[EXERCISE REQUIREMENTS]
Look below for the lines from the one with "index tip: (283, 107)" to the one with "pinky tip: (152, 139)", and copy exactly those lines, both ends included.

[ENTRIES PROVIDED]

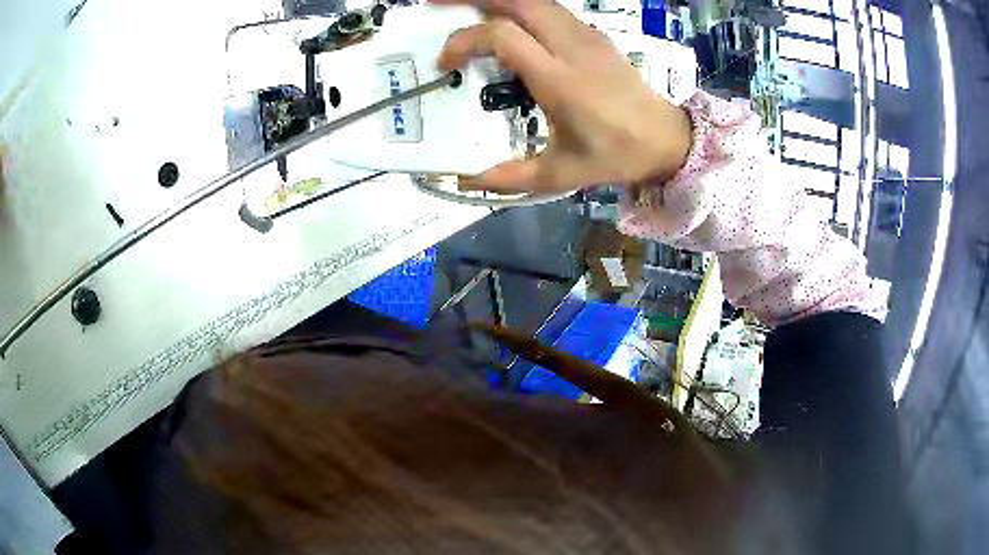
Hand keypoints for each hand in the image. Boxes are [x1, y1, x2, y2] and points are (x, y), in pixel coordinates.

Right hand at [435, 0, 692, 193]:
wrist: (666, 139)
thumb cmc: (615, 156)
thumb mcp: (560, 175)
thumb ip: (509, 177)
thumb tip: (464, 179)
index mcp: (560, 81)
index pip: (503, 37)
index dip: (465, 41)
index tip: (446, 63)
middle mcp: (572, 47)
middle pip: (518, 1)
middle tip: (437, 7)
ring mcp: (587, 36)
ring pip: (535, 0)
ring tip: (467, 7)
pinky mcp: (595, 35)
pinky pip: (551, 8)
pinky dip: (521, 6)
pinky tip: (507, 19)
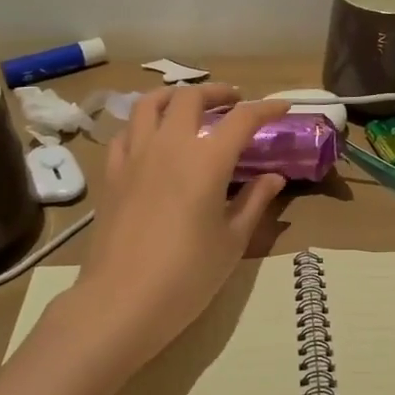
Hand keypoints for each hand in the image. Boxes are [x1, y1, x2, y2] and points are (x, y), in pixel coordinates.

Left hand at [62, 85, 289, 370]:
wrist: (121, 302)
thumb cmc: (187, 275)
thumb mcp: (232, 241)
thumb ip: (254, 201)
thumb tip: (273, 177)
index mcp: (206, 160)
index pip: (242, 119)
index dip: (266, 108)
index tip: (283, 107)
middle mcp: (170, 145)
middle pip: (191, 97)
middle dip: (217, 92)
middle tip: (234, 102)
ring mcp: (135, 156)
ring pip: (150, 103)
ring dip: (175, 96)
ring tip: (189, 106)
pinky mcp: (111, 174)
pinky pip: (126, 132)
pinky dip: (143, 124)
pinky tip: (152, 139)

* * *

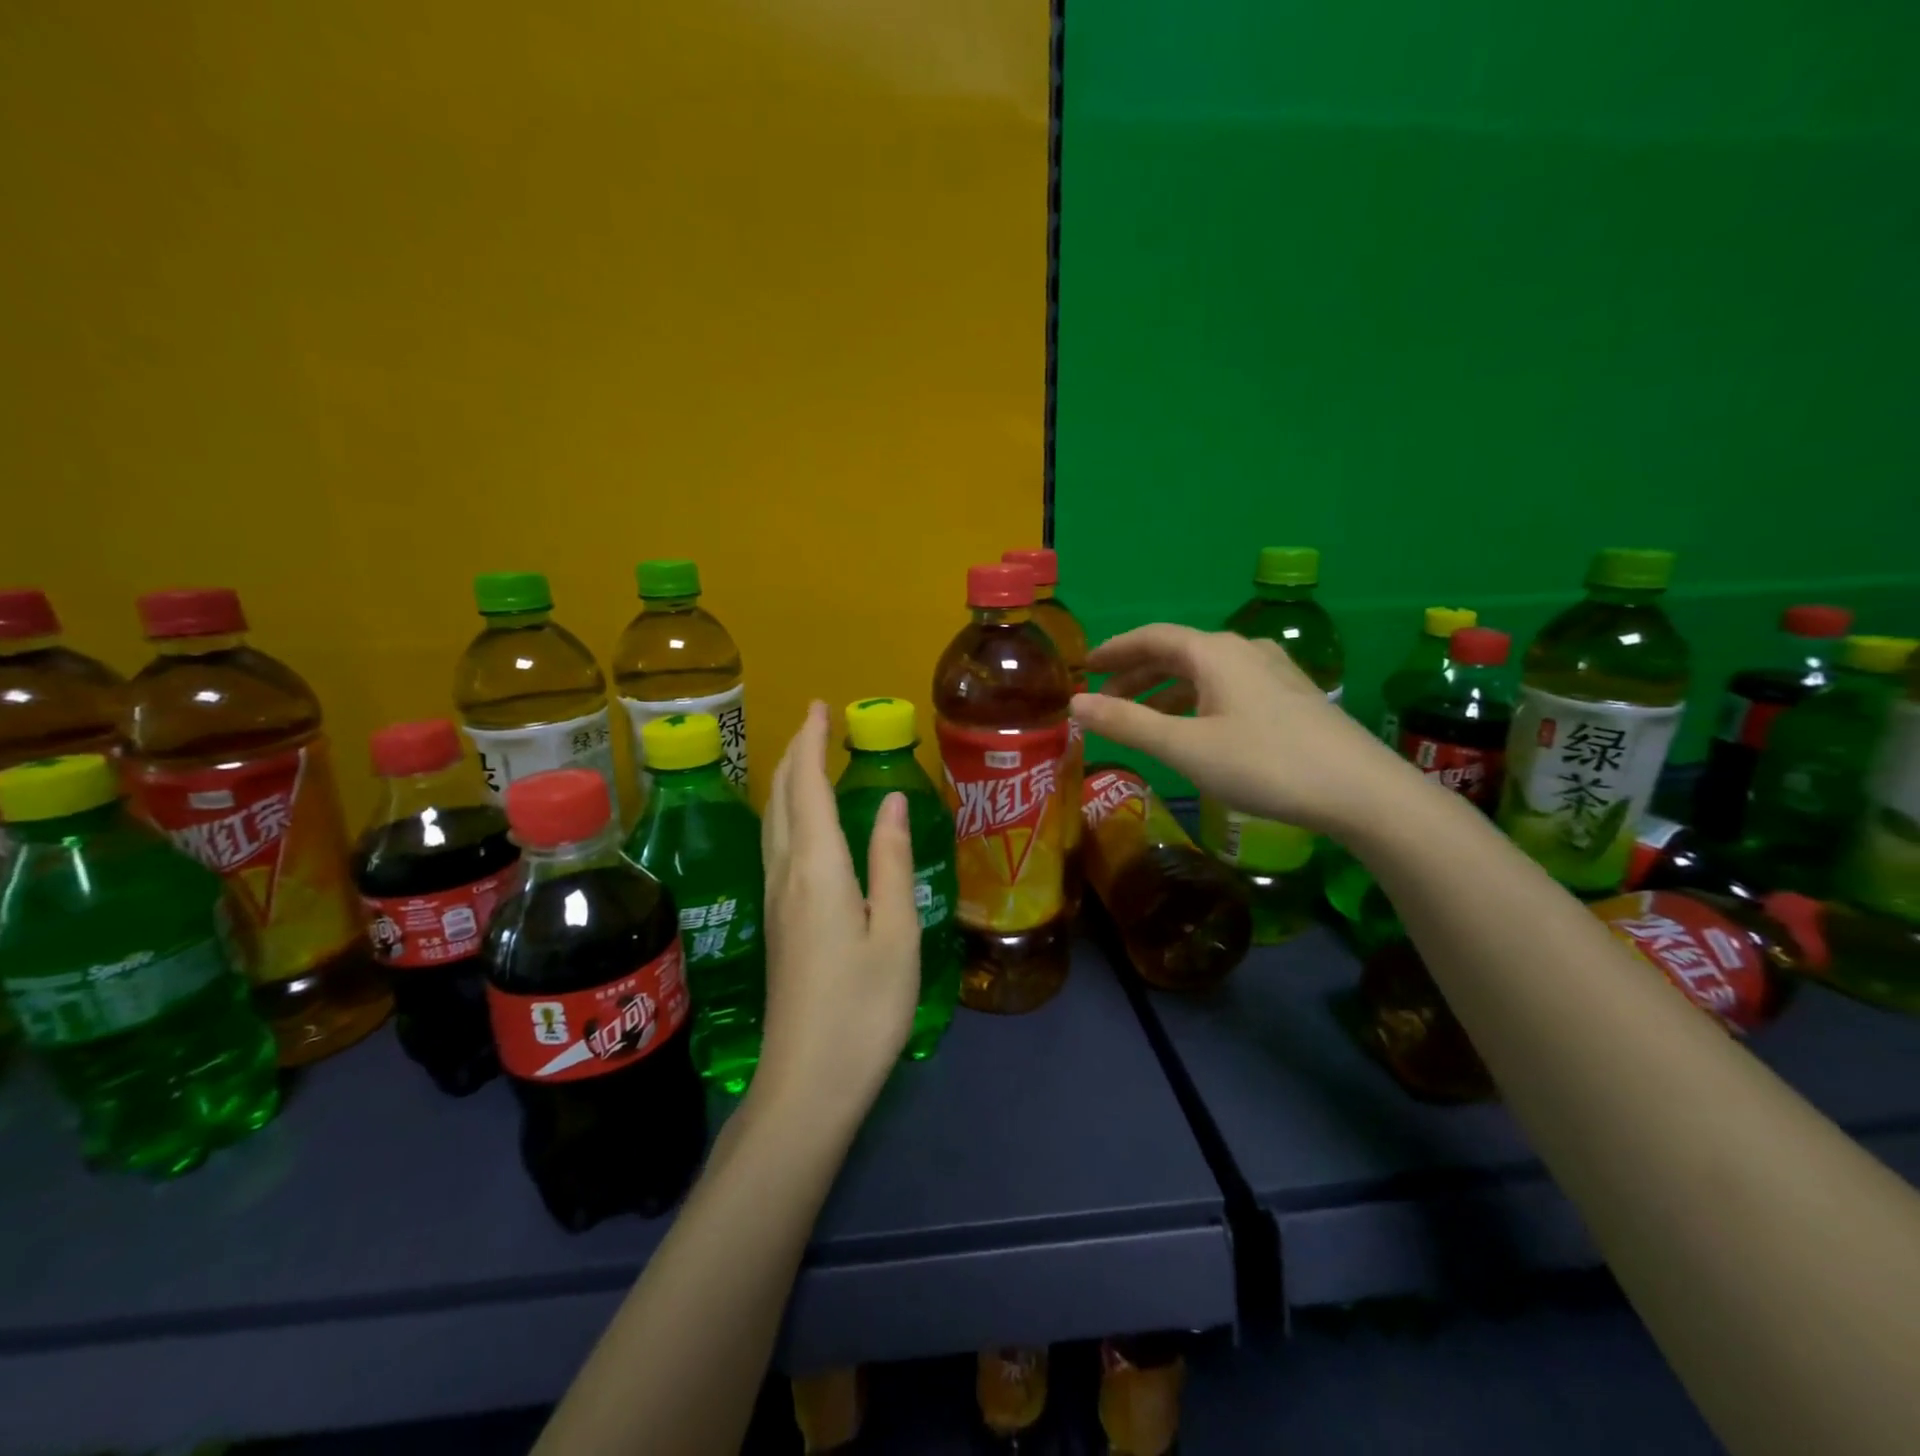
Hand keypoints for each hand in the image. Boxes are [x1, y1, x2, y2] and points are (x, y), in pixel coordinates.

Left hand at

[SOLUTION TO THIS TASK]
index tip: (283, 107)
middle mcp: (170, 145)
middle pip: (191, 97)
middle dip: (217, 92)
middle tip: (234, 102)
ring mcp: (135, 156)
ring pip: (150, 103)
ring dip: (175, 96)
ring tip: (189, 106)
pinky mcp: (111, 174)
pinky pip: (126, 132)
pinky dip: (143, 124)
pinky tip: (152, 139)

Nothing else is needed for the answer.